TASK GOAL:
The reply should consist of one number, which is how many lines in the material below contain "Tracy".

RECORDS FOR THIS EXERCISE:
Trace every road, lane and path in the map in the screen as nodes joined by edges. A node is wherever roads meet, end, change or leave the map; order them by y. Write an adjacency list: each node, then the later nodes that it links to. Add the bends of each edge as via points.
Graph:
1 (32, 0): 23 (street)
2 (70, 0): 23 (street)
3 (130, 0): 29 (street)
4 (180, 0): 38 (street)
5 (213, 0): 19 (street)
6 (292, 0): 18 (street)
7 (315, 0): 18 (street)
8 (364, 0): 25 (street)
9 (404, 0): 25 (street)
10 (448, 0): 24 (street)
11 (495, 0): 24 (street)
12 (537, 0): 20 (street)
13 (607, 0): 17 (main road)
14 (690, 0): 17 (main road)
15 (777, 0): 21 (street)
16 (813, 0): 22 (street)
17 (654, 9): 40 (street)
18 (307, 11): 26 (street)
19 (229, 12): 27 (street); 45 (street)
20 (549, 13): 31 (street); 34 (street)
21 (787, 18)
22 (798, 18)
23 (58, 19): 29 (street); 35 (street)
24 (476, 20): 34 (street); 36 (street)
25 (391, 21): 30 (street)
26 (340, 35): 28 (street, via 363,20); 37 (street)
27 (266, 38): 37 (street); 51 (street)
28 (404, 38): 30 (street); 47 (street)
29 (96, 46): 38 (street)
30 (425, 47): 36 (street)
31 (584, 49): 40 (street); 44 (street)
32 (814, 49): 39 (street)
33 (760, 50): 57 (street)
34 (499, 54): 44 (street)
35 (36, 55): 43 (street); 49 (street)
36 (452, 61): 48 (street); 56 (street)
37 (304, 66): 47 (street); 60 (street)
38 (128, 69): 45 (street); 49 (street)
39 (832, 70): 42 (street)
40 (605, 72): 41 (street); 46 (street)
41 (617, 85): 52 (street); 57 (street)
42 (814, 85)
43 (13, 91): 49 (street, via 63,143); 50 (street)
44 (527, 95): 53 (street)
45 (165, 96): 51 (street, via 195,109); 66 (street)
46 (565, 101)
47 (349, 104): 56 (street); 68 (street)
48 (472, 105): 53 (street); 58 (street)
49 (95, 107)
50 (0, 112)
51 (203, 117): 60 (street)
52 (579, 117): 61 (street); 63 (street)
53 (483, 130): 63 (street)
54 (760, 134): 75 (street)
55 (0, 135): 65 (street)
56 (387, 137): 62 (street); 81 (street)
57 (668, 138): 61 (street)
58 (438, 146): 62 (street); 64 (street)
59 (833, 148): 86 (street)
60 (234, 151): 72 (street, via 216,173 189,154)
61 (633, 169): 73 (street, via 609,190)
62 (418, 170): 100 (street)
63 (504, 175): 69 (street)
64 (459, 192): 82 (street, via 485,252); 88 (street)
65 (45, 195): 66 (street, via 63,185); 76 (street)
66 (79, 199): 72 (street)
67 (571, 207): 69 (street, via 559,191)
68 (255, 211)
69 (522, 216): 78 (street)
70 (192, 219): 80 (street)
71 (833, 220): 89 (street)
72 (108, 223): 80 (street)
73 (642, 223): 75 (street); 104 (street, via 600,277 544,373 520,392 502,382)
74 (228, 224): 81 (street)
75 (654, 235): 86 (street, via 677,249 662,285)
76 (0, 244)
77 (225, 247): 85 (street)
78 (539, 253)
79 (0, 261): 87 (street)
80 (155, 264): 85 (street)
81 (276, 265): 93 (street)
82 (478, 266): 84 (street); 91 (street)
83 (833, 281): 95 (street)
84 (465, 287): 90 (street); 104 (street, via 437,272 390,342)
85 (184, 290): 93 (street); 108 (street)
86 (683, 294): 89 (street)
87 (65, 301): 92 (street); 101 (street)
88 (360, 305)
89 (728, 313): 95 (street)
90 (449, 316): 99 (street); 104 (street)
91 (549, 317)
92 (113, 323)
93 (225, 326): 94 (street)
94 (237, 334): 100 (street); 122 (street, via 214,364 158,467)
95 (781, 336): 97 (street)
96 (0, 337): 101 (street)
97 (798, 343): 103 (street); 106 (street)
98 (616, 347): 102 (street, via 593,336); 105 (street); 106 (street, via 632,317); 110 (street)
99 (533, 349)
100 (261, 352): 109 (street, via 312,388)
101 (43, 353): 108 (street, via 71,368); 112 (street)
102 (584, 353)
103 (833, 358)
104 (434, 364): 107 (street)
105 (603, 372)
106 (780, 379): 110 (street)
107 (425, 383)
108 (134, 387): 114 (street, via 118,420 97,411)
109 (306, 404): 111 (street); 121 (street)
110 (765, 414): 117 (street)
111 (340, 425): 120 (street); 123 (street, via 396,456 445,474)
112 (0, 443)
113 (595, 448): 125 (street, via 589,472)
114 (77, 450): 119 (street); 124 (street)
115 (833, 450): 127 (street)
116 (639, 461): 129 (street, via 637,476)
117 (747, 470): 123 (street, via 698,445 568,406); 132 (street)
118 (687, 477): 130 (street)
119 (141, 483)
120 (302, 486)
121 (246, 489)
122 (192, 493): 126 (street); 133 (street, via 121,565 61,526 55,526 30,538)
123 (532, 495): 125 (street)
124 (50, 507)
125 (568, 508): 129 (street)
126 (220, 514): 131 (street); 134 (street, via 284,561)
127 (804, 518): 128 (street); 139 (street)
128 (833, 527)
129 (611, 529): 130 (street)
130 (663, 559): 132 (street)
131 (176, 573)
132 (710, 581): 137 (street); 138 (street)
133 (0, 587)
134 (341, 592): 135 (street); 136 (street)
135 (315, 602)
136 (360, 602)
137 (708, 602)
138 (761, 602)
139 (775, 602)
--
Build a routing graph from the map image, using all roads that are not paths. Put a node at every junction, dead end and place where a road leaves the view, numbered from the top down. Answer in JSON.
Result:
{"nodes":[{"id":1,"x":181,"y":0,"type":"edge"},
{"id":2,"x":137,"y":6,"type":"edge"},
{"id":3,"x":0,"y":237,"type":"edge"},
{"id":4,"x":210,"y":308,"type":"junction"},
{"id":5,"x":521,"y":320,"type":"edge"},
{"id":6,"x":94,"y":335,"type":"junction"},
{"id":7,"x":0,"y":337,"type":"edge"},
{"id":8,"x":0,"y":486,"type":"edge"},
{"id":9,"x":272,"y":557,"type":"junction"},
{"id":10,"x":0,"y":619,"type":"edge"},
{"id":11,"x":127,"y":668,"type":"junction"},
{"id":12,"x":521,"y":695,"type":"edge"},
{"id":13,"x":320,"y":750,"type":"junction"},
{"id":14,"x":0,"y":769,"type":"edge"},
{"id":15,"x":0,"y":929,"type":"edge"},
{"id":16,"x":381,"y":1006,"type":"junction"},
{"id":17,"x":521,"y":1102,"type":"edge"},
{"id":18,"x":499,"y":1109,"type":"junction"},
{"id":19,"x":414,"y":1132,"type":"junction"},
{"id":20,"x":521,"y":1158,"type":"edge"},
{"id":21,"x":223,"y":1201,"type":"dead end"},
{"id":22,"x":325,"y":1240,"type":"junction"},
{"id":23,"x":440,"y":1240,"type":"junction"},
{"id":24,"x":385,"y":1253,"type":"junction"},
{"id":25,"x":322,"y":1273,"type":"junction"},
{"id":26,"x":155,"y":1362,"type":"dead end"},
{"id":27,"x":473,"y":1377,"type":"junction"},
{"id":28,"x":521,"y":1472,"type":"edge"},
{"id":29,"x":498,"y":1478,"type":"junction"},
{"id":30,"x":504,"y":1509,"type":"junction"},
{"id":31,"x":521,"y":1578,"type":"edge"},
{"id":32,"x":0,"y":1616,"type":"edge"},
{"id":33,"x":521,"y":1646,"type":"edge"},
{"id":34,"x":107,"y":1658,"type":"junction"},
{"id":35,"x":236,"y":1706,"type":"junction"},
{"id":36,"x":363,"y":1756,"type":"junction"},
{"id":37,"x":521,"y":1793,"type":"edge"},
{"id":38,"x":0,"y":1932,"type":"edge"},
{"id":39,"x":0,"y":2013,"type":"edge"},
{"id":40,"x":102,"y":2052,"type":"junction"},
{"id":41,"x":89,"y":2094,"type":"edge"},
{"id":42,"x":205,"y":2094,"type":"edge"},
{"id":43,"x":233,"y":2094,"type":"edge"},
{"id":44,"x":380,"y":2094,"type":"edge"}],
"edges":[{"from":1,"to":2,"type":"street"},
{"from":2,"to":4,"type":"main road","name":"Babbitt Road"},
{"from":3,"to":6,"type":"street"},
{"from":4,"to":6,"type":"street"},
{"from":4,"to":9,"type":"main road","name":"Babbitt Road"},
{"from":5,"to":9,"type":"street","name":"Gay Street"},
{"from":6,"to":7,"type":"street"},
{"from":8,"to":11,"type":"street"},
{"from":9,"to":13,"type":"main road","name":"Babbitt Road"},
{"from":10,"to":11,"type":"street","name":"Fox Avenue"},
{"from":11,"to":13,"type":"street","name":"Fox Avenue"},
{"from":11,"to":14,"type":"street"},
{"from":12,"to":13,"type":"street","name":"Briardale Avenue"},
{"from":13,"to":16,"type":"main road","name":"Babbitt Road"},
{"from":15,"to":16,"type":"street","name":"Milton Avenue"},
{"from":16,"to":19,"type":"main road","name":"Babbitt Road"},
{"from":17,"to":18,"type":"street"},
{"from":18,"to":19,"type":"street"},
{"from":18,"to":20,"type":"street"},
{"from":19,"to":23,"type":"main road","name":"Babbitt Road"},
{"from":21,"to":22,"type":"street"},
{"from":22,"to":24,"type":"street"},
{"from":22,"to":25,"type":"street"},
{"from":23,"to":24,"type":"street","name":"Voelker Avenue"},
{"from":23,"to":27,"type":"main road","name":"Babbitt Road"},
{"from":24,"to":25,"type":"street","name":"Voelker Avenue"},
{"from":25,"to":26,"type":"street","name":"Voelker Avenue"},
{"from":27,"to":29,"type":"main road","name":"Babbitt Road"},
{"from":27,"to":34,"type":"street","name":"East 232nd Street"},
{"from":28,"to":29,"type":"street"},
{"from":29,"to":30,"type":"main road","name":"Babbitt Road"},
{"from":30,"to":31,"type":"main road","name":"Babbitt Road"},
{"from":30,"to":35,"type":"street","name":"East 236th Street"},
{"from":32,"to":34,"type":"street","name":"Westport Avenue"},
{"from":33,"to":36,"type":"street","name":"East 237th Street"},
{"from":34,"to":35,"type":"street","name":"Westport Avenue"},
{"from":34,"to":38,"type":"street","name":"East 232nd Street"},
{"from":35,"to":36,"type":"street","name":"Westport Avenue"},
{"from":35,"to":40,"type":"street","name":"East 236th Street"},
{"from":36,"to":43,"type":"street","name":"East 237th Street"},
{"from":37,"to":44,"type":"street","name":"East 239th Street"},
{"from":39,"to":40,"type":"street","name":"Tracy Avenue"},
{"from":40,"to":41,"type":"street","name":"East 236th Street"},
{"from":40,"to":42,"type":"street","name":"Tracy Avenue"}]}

ANSWER TO THE PROBLEM:
2